* WHAT IS REQUIRED
Show each line of the data below that has the string "nodes" in it.

* LISTED RECORDS
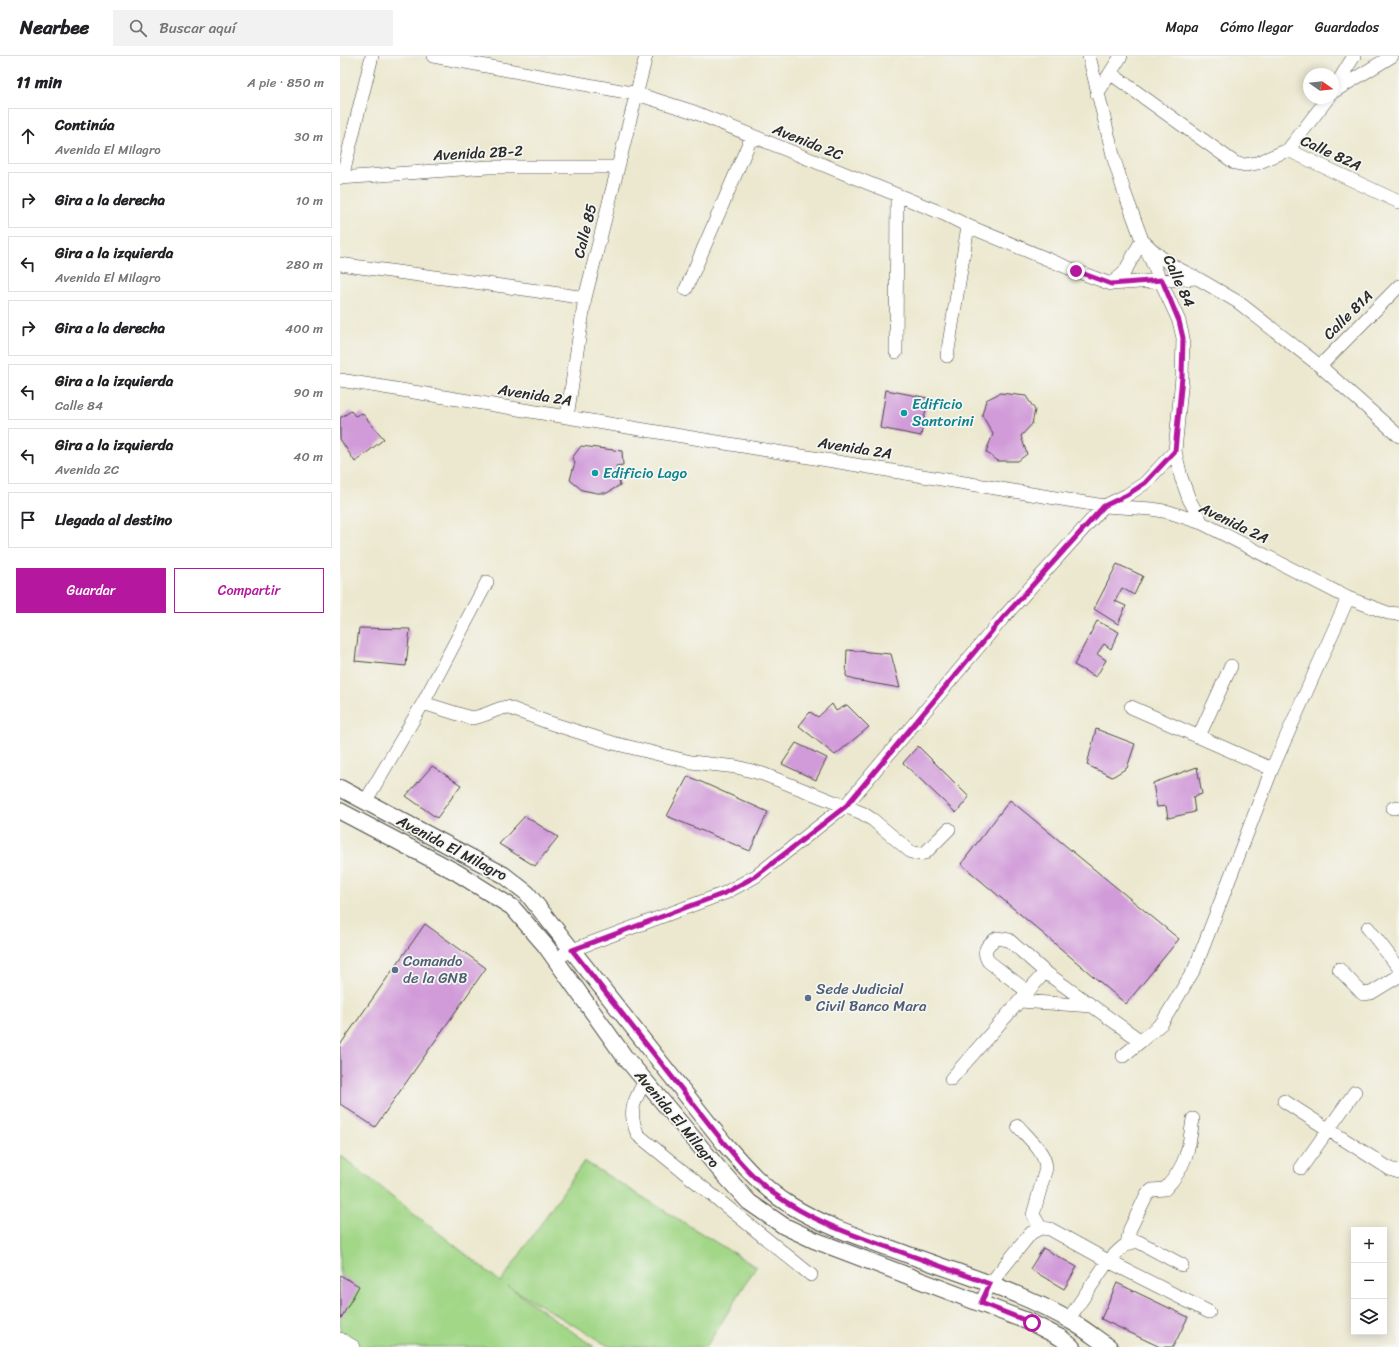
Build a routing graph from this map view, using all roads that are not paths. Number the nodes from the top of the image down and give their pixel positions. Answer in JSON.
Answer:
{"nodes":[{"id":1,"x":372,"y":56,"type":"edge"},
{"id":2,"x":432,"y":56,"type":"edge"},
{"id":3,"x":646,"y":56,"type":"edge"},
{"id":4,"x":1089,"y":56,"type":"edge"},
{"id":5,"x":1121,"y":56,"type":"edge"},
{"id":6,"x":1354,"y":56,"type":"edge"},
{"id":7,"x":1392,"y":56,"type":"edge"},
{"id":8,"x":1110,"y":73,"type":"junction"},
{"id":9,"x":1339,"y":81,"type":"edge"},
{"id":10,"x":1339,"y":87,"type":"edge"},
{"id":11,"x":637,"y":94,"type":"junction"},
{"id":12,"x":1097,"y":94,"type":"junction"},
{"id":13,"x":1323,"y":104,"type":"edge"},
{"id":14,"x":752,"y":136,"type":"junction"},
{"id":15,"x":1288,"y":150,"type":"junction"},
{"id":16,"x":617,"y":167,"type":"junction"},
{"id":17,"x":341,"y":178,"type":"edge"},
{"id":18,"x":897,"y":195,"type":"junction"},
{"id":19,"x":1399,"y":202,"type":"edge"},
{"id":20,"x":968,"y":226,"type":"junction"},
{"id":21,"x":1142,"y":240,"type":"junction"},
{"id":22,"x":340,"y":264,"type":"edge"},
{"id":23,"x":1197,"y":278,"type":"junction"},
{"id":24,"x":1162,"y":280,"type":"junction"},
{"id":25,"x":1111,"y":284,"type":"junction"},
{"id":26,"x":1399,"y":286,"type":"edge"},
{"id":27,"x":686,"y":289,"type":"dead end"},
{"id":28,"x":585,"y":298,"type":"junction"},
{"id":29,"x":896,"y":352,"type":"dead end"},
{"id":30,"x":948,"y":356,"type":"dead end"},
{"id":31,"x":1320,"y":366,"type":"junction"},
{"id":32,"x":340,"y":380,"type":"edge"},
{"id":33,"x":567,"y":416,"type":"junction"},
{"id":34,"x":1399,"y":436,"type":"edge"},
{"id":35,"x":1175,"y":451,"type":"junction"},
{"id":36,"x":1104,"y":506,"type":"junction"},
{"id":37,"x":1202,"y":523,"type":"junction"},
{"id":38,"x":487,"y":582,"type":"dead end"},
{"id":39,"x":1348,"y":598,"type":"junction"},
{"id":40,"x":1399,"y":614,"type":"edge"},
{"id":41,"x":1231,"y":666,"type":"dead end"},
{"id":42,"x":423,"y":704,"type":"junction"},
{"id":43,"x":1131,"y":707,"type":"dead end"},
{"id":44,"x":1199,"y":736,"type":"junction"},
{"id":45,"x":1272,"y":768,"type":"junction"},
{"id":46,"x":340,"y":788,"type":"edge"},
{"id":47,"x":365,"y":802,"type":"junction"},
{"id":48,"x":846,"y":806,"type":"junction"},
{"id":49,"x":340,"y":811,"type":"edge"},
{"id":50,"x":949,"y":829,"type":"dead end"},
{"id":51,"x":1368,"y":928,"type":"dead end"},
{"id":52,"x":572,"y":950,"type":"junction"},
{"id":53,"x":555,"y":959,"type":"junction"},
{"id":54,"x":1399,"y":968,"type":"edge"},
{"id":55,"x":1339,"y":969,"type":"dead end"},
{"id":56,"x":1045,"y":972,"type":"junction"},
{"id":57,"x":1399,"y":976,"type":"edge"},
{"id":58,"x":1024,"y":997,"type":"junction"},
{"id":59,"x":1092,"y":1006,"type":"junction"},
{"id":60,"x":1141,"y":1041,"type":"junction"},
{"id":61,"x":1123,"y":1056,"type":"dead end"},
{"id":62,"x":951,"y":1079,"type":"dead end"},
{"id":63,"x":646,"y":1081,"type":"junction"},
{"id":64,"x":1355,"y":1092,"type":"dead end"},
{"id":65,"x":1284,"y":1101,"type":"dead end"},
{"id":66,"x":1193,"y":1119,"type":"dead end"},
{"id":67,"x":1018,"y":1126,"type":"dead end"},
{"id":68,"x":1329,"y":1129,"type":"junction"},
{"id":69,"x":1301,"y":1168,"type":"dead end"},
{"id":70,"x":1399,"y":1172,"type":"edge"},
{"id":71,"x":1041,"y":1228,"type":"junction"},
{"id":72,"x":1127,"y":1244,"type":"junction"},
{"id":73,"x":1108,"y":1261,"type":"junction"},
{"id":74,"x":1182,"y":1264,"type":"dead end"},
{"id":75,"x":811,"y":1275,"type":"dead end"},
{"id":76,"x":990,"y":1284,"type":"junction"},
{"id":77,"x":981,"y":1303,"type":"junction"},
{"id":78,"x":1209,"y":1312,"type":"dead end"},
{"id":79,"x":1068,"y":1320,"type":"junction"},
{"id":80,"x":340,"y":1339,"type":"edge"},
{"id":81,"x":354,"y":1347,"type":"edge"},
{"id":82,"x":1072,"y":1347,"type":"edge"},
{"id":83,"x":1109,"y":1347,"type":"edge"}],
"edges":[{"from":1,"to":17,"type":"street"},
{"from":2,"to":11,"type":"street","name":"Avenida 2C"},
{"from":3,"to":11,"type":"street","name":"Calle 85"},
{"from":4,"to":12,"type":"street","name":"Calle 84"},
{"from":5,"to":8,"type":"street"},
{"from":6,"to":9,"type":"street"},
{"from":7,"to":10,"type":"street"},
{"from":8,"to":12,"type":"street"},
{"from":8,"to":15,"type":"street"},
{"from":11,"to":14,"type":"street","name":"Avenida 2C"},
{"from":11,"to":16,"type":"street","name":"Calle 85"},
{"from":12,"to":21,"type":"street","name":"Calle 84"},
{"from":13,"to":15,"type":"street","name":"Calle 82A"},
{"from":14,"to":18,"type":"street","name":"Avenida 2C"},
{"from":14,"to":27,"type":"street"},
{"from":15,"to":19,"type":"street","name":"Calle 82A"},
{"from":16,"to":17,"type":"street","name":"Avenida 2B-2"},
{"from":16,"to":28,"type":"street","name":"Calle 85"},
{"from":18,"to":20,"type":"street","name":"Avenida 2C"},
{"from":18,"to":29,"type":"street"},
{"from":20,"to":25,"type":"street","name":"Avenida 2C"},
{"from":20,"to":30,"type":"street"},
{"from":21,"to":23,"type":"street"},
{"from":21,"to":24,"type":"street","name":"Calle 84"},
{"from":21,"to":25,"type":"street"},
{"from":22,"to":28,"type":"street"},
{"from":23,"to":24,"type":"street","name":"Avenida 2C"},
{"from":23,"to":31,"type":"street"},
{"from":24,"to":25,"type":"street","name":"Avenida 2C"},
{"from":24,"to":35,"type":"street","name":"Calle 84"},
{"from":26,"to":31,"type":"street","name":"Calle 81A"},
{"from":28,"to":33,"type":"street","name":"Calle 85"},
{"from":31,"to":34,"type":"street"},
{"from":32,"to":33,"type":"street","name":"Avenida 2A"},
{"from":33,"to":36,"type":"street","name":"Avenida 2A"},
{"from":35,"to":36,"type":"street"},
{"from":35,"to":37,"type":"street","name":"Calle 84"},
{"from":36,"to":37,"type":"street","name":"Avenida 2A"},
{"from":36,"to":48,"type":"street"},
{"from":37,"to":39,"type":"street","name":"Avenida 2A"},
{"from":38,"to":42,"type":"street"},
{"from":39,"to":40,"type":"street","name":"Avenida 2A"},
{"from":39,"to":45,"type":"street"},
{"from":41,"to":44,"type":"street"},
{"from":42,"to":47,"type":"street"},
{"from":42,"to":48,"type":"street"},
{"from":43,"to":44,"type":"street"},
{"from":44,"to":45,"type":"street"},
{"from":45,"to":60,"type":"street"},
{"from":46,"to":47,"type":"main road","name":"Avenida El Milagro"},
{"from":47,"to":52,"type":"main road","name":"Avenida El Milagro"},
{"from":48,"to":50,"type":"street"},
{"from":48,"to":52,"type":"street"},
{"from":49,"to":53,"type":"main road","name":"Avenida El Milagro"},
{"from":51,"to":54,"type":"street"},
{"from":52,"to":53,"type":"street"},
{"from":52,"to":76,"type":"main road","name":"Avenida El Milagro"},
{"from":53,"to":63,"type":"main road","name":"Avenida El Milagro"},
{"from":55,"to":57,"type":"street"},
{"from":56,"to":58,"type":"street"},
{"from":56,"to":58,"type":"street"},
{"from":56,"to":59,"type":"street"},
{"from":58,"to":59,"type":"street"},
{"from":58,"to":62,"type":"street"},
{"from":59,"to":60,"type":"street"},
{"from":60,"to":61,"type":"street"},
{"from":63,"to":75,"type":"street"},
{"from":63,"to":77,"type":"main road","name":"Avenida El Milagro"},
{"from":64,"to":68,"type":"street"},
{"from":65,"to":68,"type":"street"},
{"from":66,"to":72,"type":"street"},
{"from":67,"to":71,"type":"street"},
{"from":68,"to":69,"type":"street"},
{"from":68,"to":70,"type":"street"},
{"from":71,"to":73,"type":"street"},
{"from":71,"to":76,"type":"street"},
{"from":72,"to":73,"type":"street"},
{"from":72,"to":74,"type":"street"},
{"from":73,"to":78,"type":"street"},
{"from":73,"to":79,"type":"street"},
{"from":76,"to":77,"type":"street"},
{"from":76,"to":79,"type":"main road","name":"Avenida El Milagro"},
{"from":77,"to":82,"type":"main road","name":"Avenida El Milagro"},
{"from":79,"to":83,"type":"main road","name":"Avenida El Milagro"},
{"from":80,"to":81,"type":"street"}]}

* ANSWER TO THIS PROBLEM
Build a routing graph from this map view, using all roads that are not paths. Number the nodes from the top of the image down and give their pixel positions. Answer in JSON.
{"nodes":[{"id":1,"x":372,"y":56,"type":"edge"},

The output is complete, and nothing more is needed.